SOURCE DATA:
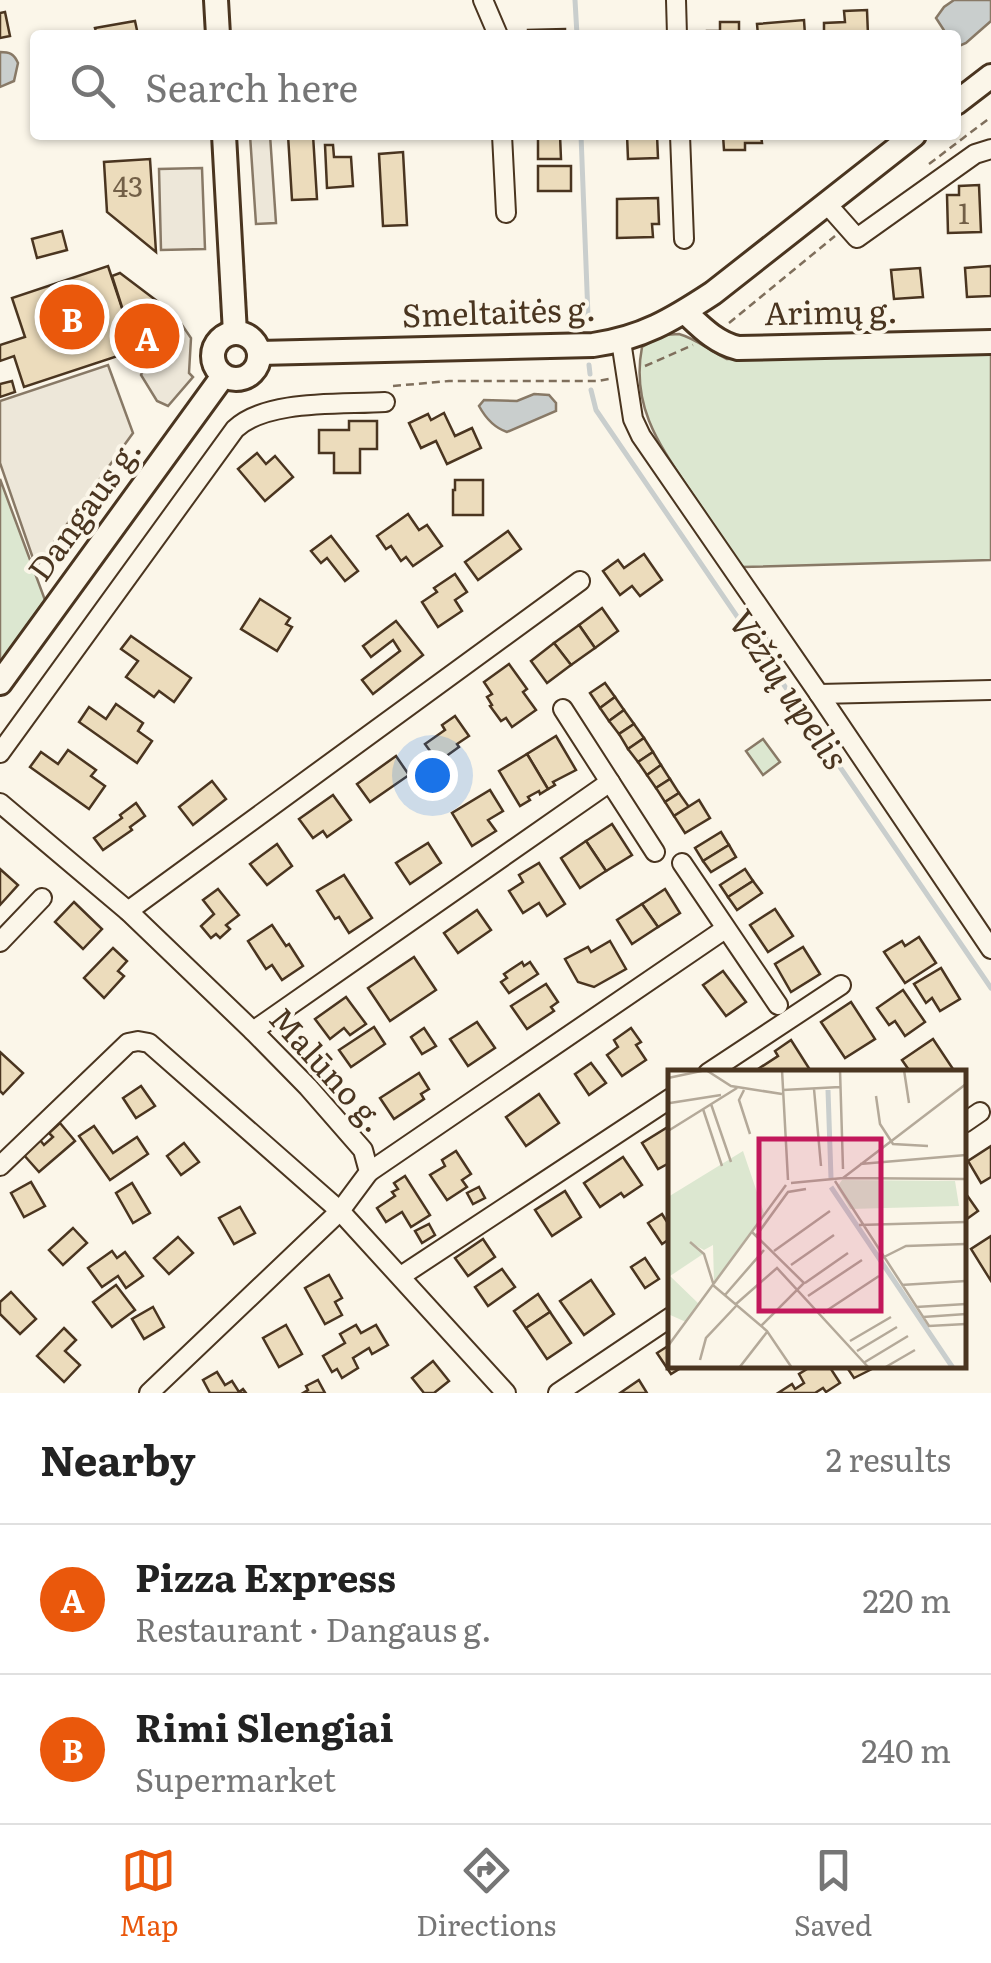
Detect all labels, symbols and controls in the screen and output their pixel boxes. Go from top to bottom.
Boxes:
search box [30,30,961,140]
text: Search here [145,57,358,114]
icon: search [65,58,120,113]
house number: 43 [113,164,143,206]
house number: 1 [958,191,970,233]
pin: B [40,280,104,354]
street label: Smeltaitės g. [401,283,597,337]
street label: Arimų g. [764,285,898,335]
pin: A [114,298,180,374]
street label: Dangaus g. [14,427,151,590]
water label: Vėžių upelis [718,598,863,779]
your location [407,750,458,801]
street label: Malūno g. [260,995,399,1141]
inset map [668,1070,966,1368]
text: Nearby [40,1427,196,1489]
text: 2 results [826,1434,951,1482]
text: Pizza Express [135,1547,396,1604]
text: A [60,1575,85,1623]
text: 220 m [863,1575,951,1623]
text: Restaurant · Dangaus g. [135,1604,492,1652]
text: Rimi Slengiai [135,1697,394,1754]
text: B [61,1725,84,1773]
text: 240 m [861,1725,951,1773]
text: Supermarket [135,1754,336,1802]
tab: Map [119,1843,179,1945]
tab: Directions [416,1843,556,1945]
tab: Saved [794,1843,872,1945]

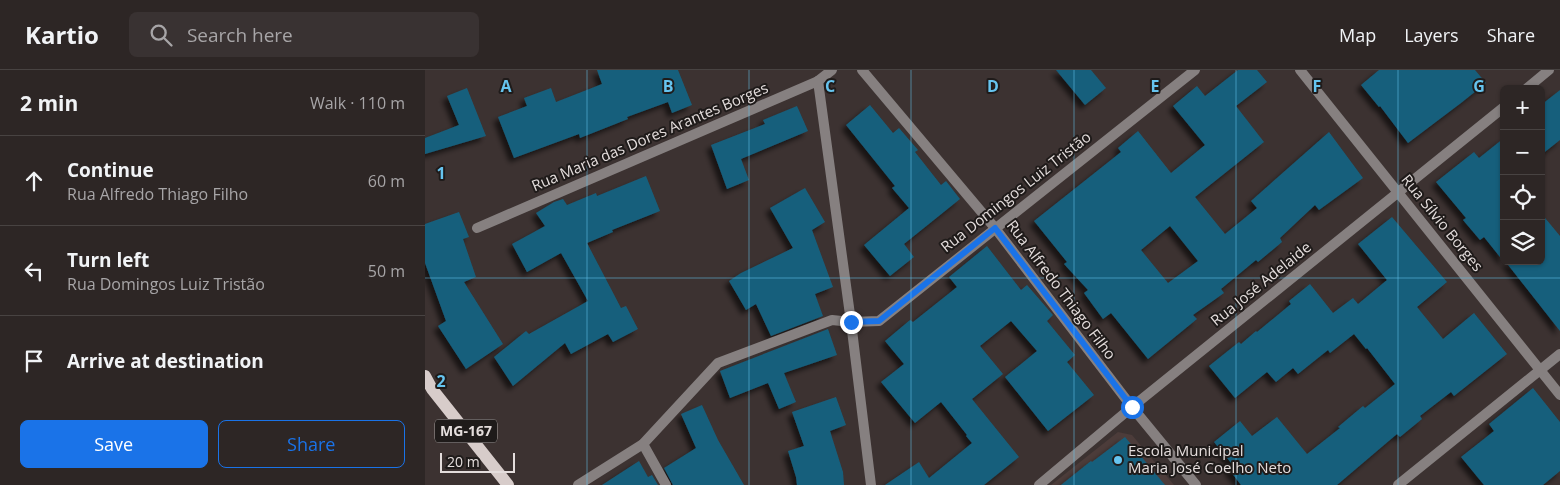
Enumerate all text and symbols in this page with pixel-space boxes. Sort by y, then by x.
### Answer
search box [129,12,479,57]
text: Kartio [25,18,99,51]
icon: search [147,21,175,49]
text: Search here [187,22,293,48]
text: Map [1339,23,1376,47]
text: Layers [1404,23,1459,47]
text: Share [1487,23,1535,47]
text: A [500,75,512,97]
text: C [825,75,835,97]
text: D [987,75,999,97]
text: E [1151,75,1160,97]
text: F [1313,75,1321,97]
text: G [1473,75,1485,97]
street label: Rua Maria das Dores Arantes Borges [529,79,771,195]
map controls [1500,85,1545,265]
button: + [1500,85,1545,130]
text: 2 min [20,89,78,117]
text: Walk · 110 m [310,92,405,114]
street label: Rua Domingos Luiz Tristão [936,126,1095,256]
button: − [1500,130,1545,175]
text: Continue [67,157,154,183]
text: 1 [436,162,446,184]
icon: ahead [20,167,48,195]
text: 60 m [368,170,405,192]
street label: Rua Sílvio Borges [1397,170,1488,275]
button: locate [1500,175,1545,220]
text: Rua Alfredo Thiago Filho [67,183,248,205]
street label: Rua Alfredo Thiago Filho [1003,216,1121,363]
button: layers [1500,220,1545,265]
street label: Rua José Adelaide [1206,236,1315,330]
text: Turn left [67,247,149,273]
icon: left [20,257,48,285]
text: 50 m [368,260,405,282]
text: Rua Domingos Luiz Tristão [67,273,265,295]
route end [840,311,863,334]
icon: arrive [20,347,48,375]
text: Arrive at destination [67,348,264,374]
text: 2 [436,370,446,392]
route start [1121,396,1144,419]
button: Save [20,420,208,468]
button: Share [218,420,405,468]
road number: MG-167 [435,420,497,442]
place label: Escola Municipal Maria José Coelho Neto [1128,440,1291,477]
scale bar [440,450,515,473]
text: 20 m [447,452,480,471]
marker: Escola Municipal Maria José Coelho Neto [1112,454,1124,466]

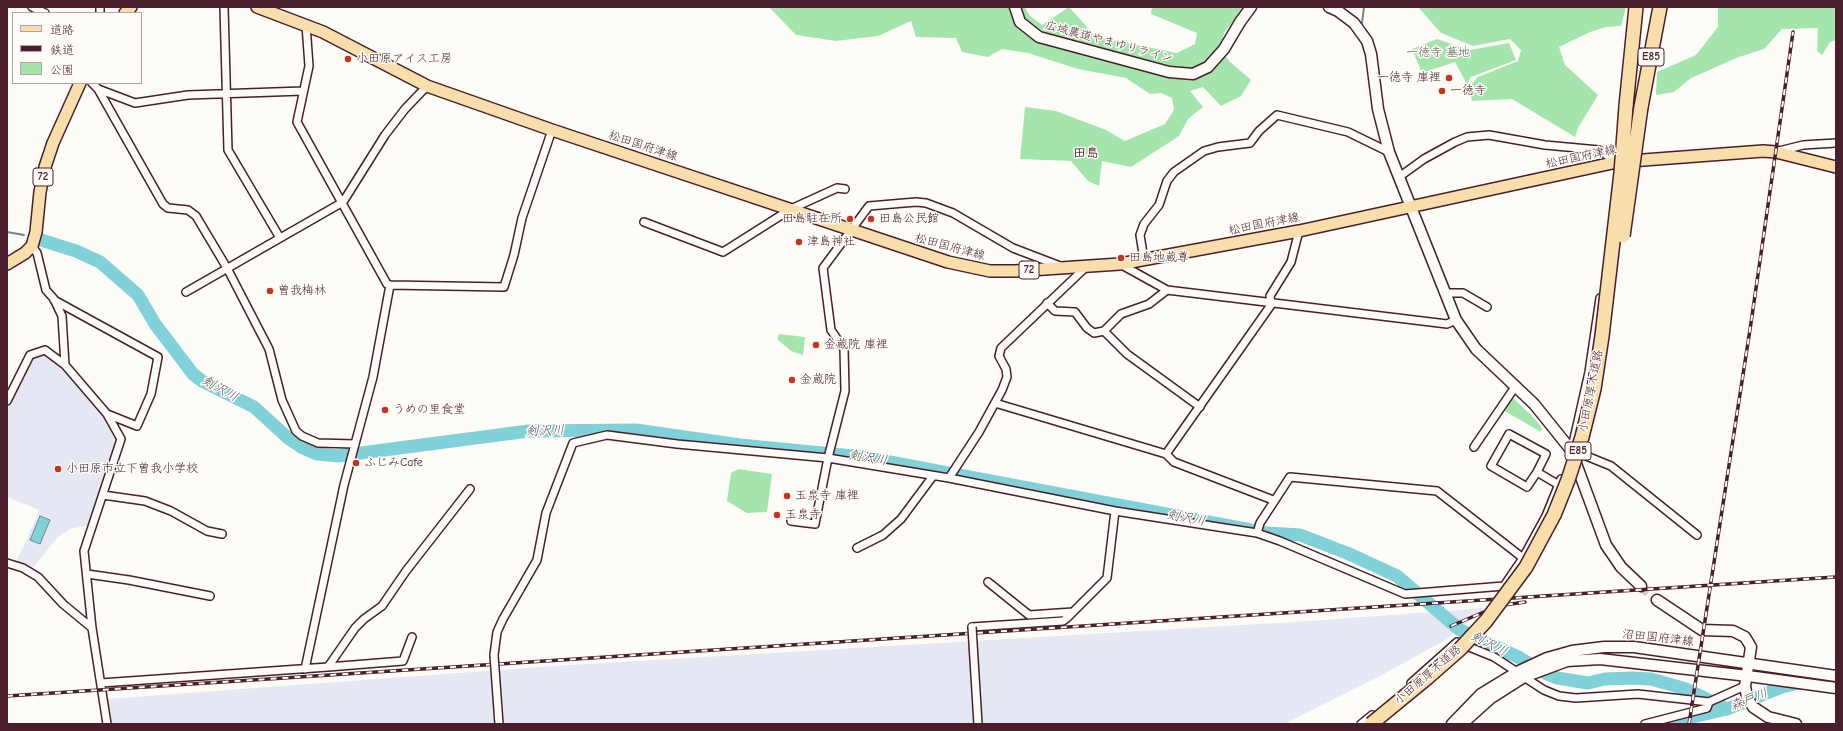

TASK TO CARRY OUT: Copy every line from the records above that contains the string "left".

REPLY TO THE EXERCISE:
text: Turn left [67,247,149,273]
icon: left [20,257,48,285]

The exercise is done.